Jugaban ajedrez, paseaban a caballo, hablaban de literatura. ¡Él era tan fino, cortés y
generoso! Aunque era una mujer seria y altiva, ella terminó por depender de su amistad;
ahí estaba un hombre con el que podía hablar horas enteras. Luego, un día Casanova
pareció distinto, molesto, agitado: confesó estar enamorado de ella. Miss Pauline
regresaría pronto a Portugal, a reunirse con su amante, y eso no era precisamente lo que
quería oír. Le dijo a Casanova que debía ir a montar para serenarse.
Esa misma noche recibió la noticia: Casanova había caído de su caballo.
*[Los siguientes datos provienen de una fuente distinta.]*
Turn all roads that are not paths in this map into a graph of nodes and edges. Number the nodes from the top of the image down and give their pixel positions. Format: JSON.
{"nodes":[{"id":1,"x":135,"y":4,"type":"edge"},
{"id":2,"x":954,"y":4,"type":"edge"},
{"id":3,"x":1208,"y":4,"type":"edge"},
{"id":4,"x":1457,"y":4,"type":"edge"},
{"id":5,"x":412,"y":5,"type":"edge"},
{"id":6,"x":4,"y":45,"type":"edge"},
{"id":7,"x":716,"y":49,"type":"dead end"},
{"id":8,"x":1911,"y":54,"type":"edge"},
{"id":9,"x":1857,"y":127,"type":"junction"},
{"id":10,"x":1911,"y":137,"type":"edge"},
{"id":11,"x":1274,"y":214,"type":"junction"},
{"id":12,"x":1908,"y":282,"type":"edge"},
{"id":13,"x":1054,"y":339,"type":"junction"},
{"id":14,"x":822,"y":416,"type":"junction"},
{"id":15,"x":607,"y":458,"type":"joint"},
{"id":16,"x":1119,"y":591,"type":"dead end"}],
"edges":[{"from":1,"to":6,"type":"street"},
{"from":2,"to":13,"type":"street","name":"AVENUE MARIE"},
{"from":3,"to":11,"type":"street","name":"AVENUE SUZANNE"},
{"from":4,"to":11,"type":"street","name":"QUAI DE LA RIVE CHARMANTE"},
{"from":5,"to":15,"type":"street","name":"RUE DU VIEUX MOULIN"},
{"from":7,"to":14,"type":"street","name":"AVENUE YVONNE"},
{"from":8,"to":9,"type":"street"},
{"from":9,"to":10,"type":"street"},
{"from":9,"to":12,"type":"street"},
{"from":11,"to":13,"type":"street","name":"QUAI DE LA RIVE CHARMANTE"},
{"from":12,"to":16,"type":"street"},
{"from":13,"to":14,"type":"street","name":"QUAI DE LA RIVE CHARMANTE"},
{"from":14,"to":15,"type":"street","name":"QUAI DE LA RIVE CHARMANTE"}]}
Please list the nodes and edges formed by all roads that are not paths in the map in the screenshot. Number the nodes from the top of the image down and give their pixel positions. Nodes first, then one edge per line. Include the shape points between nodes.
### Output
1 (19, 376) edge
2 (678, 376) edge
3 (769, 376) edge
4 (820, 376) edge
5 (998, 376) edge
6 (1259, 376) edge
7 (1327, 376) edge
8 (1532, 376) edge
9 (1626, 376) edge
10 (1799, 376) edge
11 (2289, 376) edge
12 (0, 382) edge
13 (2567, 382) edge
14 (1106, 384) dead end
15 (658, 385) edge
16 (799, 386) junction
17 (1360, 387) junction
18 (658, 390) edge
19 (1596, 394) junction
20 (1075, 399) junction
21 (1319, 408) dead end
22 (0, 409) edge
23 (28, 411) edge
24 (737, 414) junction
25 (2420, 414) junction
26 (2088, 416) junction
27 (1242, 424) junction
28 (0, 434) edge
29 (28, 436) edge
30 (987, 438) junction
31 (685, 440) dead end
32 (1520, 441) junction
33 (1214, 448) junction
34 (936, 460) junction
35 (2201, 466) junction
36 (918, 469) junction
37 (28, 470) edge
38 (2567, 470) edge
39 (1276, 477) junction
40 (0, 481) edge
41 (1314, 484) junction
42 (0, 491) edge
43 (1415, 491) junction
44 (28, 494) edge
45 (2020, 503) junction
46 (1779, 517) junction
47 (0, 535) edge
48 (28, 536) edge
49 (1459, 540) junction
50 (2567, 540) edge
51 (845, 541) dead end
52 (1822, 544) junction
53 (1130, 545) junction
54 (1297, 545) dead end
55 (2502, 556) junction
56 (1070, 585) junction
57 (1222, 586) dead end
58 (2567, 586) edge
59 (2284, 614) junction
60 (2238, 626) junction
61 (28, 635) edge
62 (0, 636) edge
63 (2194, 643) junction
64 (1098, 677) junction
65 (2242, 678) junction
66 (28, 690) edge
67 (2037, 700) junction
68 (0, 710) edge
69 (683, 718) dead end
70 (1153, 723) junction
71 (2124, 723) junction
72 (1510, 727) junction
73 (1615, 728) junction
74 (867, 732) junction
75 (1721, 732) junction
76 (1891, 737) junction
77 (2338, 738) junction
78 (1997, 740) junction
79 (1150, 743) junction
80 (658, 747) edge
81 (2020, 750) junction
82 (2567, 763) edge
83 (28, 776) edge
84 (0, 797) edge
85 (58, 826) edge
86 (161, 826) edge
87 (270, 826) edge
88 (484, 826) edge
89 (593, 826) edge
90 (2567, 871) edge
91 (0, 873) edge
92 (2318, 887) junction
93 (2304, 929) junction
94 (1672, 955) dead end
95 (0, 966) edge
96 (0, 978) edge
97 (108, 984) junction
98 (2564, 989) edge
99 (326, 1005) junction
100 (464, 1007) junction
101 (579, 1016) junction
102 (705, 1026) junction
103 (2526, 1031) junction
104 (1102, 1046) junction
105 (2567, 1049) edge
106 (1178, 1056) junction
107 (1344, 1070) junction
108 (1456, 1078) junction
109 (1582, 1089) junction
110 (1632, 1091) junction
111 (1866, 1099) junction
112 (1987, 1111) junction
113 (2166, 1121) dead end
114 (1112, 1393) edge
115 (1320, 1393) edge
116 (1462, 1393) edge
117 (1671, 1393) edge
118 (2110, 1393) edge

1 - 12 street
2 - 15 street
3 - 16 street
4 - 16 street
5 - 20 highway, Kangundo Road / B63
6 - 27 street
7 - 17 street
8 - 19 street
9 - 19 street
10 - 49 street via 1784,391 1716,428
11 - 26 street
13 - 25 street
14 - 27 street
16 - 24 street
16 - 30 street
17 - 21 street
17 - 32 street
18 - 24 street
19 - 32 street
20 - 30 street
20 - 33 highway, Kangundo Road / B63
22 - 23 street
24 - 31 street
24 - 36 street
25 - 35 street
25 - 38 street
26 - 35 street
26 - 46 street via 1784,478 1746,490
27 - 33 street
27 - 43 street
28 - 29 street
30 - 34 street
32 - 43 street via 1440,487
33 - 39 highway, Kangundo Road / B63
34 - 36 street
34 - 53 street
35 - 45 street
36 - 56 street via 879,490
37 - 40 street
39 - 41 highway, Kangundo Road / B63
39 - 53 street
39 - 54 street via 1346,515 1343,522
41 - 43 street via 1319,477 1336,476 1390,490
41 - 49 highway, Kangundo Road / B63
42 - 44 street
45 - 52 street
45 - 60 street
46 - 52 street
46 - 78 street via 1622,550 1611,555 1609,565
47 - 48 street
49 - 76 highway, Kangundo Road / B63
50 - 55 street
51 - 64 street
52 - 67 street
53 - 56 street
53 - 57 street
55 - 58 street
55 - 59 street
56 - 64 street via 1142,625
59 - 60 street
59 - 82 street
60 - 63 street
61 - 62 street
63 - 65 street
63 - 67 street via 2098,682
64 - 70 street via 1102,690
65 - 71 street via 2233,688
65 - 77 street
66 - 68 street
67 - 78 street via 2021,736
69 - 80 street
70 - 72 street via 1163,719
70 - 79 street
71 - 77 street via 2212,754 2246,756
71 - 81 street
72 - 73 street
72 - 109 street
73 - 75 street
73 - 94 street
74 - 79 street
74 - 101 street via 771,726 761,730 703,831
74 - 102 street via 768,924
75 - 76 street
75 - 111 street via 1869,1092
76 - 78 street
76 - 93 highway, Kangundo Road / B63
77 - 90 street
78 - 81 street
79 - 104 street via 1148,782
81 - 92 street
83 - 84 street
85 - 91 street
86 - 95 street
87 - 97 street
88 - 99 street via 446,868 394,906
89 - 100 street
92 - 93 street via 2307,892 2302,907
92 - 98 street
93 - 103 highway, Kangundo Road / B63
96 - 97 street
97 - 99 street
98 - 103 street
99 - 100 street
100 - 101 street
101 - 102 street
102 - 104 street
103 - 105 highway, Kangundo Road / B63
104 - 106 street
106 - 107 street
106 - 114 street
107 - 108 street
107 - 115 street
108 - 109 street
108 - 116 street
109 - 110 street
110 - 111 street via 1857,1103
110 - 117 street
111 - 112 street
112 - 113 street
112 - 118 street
Sintiéndose
responsable del accidente, ella corrió a verlo, lo halló en cama y se arrojó a sus brazos,
incapaz de controlarse. Esa noche se hicieron amantes, y lo siguieron siendo por el resto de
la estancia de Miss Pauline en Londres. Cuando llegó el momento de que ella se marchara
a Portugal, él no intentó detenerla; por el contrario, la consoló, razonando que cada uno le
había ofrecido al otro el antídoto temporal perfecto contra su soledad, y que toda la vida
serían amigos.
Años después, en una pequeña ciudad española, una joven y hermosa mujer llamada
Ignacia salía de la iglesia luego de confesarse. Casanova la abordó. Camino a casa de ella,
él le explicó que le apasionaba bailar el fandango, y la invitó a un baile para la noche
siguiente. ¡Él era tan distinto a todos en la ciudad, que tanto la aburrían! Desesperaba por
ir. Sus padres se opusieron, pero ella convenció a su madre de que fungiera como dama de
compañía. Tras una inolvidable noche de baile (él bailaba muy bien el fandango para ser
extranjero), Casa-nova confesó estar locamente enamorado de ella. Ignacia replicó, muy
triste, que ya tenía prometido. Casanova no insistió, pero los días siguientes la llevó a más
bailes, y a corridas de toros. En una ocasión, Casanova la presentó con una amiga suya,
una duquesa, que coqueteó descaradamente con él; Ignacia ardió de celos. Para entonces
estaba irremediablemente enamorada de Casanova, pero su sentido del deber y su religión
le prohibían pensar siquiera en eso.
Finalmente, luego de días de tormento, Ignacia buscó a Casanova y lo tomó de la mano:
"Mi confesor quiso hacerme prometer que nunca volvería a estar a solas con usted", le
dijo; "y como no pude hacerlo, se negó a darme la absolución. Es la primera vez en la vida
que me ocurre algo así. Me he puesto en manos de Dios. He decidí-do que mientras usted
esté aquí, haré cuanto desee. Cuando, para mi pesar, se marche de España, buscaré otro
confesor. Mi capricho por usted, después de todo, es sólo una locura pasajera".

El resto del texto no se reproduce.